Guard your alone time
Because introverts tend to be more introspective, it’s helpful to carve out time during the day to let your thoughts percolate and recenter yourself. “Some of us do better thinking alone first and then coming to the group,” Alcée points out. “When you’re naturally introverted, making that time is imperative.” By taking the time to be alone during the day, you can feel more ready to speak up when you’re in a crowd, or even in a one-on-one meeting with your manager. “That alone time is preparation time,” he says. “Gaining the confidence to speak up comes down to that preparation.”

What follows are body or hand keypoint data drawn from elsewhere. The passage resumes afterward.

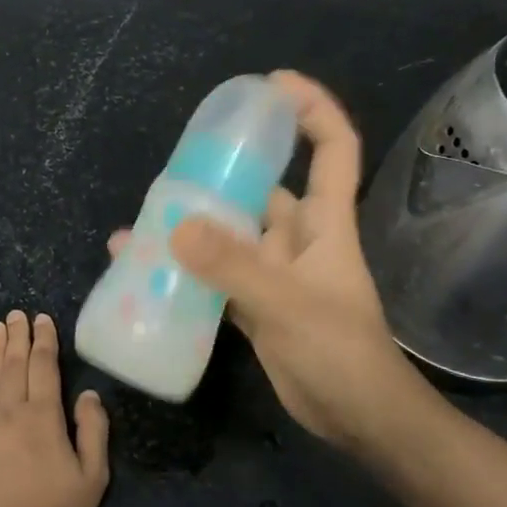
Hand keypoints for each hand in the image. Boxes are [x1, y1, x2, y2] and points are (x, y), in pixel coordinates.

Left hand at [0, 312, 109, 506]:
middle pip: (13, 364)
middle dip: (17, 336)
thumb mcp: (92, 478)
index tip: (42, 318)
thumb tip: (88, 393)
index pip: (43, 366)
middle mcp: (10, 413)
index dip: (44, 340)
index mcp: (44, 418)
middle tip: (16, 313)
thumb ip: (93, 430)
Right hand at [109, 72, 414, 449]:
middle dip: (227, 170)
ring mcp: (275, 273)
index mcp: (324, 223)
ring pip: (233, 234)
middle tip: (178, 161)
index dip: (312, 109)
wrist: (359, 421)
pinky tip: (148, 267)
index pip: (332, 149)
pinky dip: (188, 269)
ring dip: (197, 225)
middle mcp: (299, 239)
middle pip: (265, 188)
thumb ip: (234, 267)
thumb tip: (175, 226)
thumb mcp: (287, 304)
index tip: (272, 85)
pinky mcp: (255, 305)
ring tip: (147, 216)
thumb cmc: (340, 353)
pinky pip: (217, 275)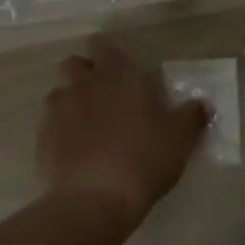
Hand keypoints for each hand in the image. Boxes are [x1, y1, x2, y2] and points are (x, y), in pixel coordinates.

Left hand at [39, 35, 206, 227]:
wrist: (96, 199)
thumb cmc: (144, 158)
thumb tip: (202, 104)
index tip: (118, 70)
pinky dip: (59, 132)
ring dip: (71, 103)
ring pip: (59, 93)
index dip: (108, 54)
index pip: (103, 45)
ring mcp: (59, 109)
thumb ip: (192, 116)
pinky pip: (49, 125)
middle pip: (74, 63)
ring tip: (86, 128)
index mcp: (118, 75)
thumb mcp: (180, 138)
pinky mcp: (42, 137)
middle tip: (103, 97)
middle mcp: (84, 83)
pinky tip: (73, 152)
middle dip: (84, 74)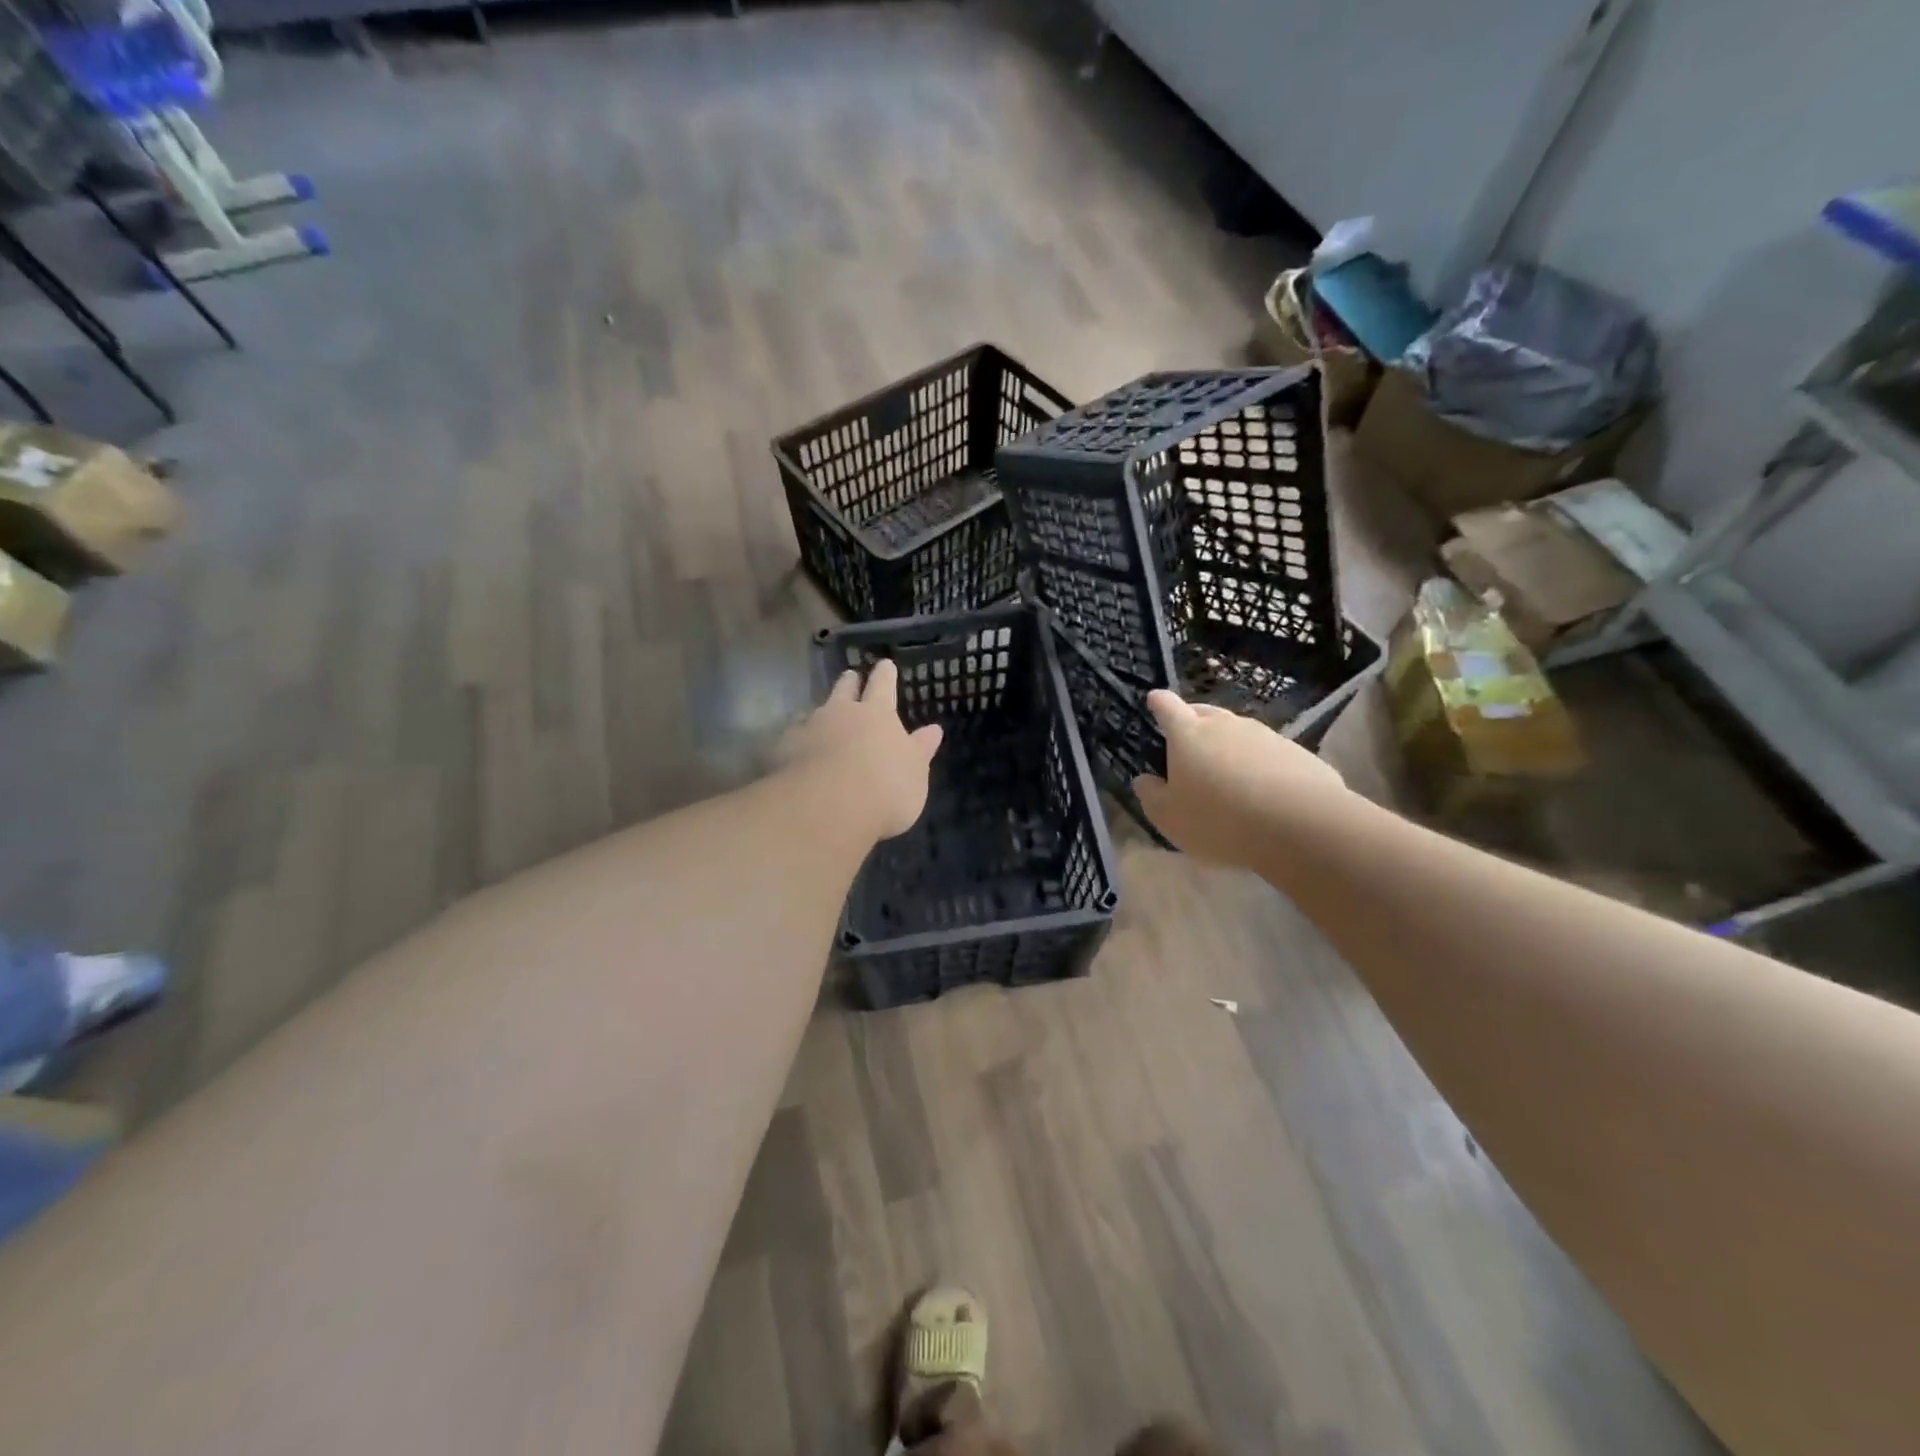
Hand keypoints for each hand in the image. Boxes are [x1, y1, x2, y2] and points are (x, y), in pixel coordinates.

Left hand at [779, 659, 943, 840]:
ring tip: (819, 714)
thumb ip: (921, 749)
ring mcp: (809, 728)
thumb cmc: (885, 788)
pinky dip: (797, 740)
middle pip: (844, 689)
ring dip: (820, 711)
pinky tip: (796, 750)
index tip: (885, 664)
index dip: (885, 674)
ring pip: (814, 711)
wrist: (828, 808)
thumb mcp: (915, 772)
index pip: (883, 685)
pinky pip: (791, 737)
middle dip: (849, 682)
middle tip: (850, 676)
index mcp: (878, 714)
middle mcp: (841, 712)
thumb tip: (934, 730)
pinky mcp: (783, 750)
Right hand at [1132, 690, 1347, 864]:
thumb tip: (1145, 780)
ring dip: (1230, 747)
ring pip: (1239, 733)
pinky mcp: (1297, 752)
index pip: (1167, 706)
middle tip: (1188, 746)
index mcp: (1188, 734)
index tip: (1154, 700)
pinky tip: (1264, 792)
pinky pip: (1269, 754)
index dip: (1159, 703)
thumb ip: (1151, 796)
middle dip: (1193, 723)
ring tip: (1229, 778)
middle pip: (1204, 713)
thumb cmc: (1219, 819)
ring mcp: (1265, 735)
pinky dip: (1261, 766)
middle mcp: (1226, 725)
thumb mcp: (1170, 818)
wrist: (1301, 826)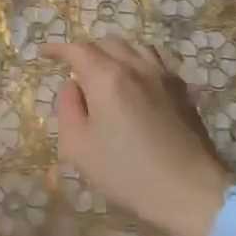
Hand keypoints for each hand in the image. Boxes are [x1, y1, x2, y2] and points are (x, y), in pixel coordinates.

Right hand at [47, 39, 232, 235]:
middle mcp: (136, 68)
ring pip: (135, 47)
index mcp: (107, 78)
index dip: (58, 49)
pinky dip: (137, 63)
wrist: (190, 192)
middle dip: (86, 50)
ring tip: (105, 71)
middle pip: (107, 43)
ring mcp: (164, 77)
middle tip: (74, 69)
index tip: (44, 53)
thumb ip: (68, 109)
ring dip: (114, 53)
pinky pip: (155, 62)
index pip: (78, 50)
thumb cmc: (127, 173)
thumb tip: (71, 87)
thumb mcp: (79, 147)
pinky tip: (135, 84)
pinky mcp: (182, 92)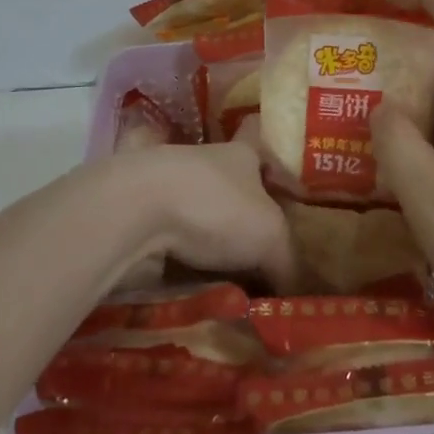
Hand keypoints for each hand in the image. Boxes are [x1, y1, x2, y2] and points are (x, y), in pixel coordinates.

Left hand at [118, 139, 299, 293]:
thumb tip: (297, 292)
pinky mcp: (140, 212)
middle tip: (262, 250)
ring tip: (229, 277)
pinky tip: (192, 282)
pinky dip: (179, 255)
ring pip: (197, 210)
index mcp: (240, 154)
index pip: (259, 141)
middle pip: (230, 184)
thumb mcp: (270, 237)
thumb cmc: (216, 206)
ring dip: (208, 237)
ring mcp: (167, 185)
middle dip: (242, 213)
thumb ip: (287, 262)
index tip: (281, 182)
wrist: (136, 210)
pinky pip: (168, 235)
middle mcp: (203, 161)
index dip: (271, 158)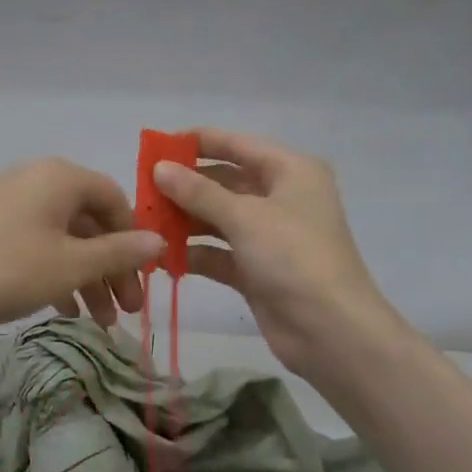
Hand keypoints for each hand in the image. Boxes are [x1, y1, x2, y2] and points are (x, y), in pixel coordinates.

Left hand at [0, 158, 163, 338]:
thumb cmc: (5, 270)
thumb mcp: (70, 266)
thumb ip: (119, 253)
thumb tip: (159, 241)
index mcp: (60, 177)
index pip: (115, 199)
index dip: (134, 239)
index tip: (144, 279)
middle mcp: (37, 180)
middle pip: (90, 222)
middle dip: (112, 268)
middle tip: (127, 312)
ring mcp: (9, 203)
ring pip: (63, 238)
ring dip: (86, 277)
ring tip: (100, 322)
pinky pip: (36, 245)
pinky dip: (55, 273)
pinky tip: (64, 310)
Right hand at [154, 127, 392, 383]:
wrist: (330, 329)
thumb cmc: (293, 257)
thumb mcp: (244, 217)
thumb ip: (198, 191)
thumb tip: (159, 167)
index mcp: (290, 171)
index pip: (237, 144)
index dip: (197, 142)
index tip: (155, 146)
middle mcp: (281, 197)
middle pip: (225, 182)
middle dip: (184, 188)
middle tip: (142, 192)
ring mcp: (269, 236)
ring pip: (219, 219)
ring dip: (185, 222)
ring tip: (144, 225)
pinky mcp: (257, 270)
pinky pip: (220, 253)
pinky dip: (195, 254)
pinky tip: (162, 257)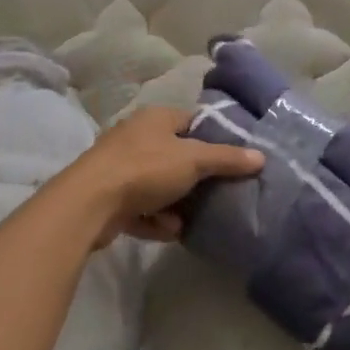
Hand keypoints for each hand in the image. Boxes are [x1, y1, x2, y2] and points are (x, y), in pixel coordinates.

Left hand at [66, 106, 263, 244]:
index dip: (213, 138)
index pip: (191, 121)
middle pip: (175, 155)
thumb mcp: (193, 160)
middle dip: (195, 178)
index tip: (231, 159)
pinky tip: (169, 231)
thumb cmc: (145, 169)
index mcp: (155, 118)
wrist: (89, 203)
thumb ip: (227, 158)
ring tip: (192, 218)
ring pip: (158, 185)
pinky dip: (155, 219)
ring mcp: (119, 167)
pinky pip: (141, 207)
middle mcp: (136, 137)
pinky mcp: (109, 197)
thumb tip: (260, 157)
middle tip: (217, 192)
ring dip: (175, 203)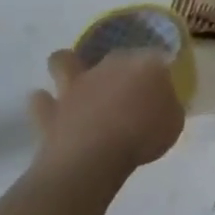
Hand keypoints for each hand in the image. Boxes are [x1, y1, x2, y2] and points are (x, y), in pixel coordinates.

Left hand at [28, 48, 184, 175]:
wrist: (94, 157)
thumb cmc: (143, 136)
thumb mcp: (174, 122)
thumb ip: (167, 105)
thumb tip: (160, 101)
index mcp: (145, 64)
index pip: (155, 57)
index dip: (158, 72)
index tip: (160, 89)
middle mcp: (109, 65)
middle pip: (116, 57)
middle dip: (119, 70)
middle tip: (125, 93)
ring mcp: (76, 85)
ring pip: (64, 61)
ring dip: (67, 68)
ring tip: (74, 82)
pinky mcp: (50, 109)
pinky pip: (40, 101)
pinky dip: (44, 104)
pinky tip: (50, 110)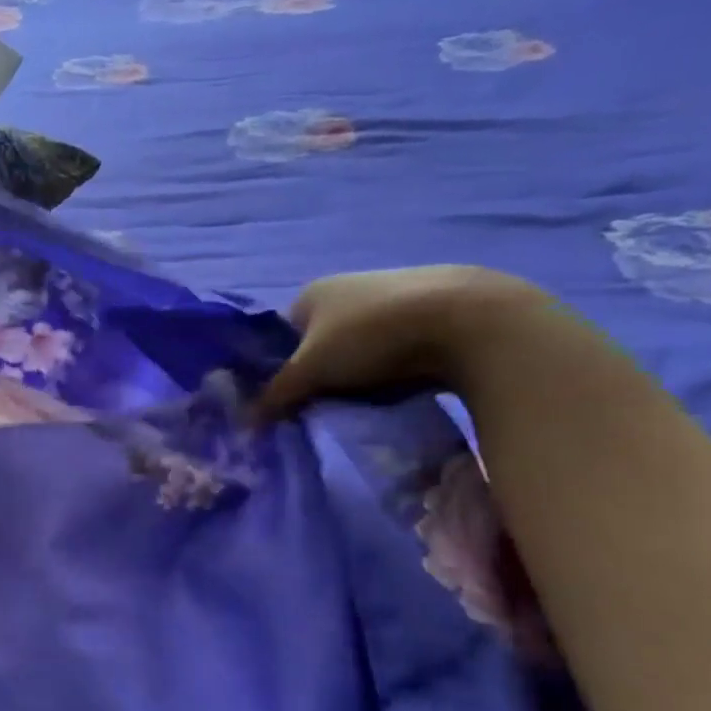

Be open about the way you communicate
There’s no shame in being a quieter person, so there’s no reason not to be upfront and direct about it — which is why Kahnweiler suggests telling your colleagues that you’re more introverted. “Explain your preferred communication style to your teammates,” she says. “Speaking up can become less painful.” Kahnweiler notes that jumping into a conversation can perhaps be overwhelming at first, so letting the group know that you’re quieter right off the bat can help you feel more comfortable in the room. Then you can ease your way in. And at the end of the day, don’t be afraid to take the leap. “Others need to hear your contributions and ideas,” she adds. “Spending too much time in your head can be self-defeating.”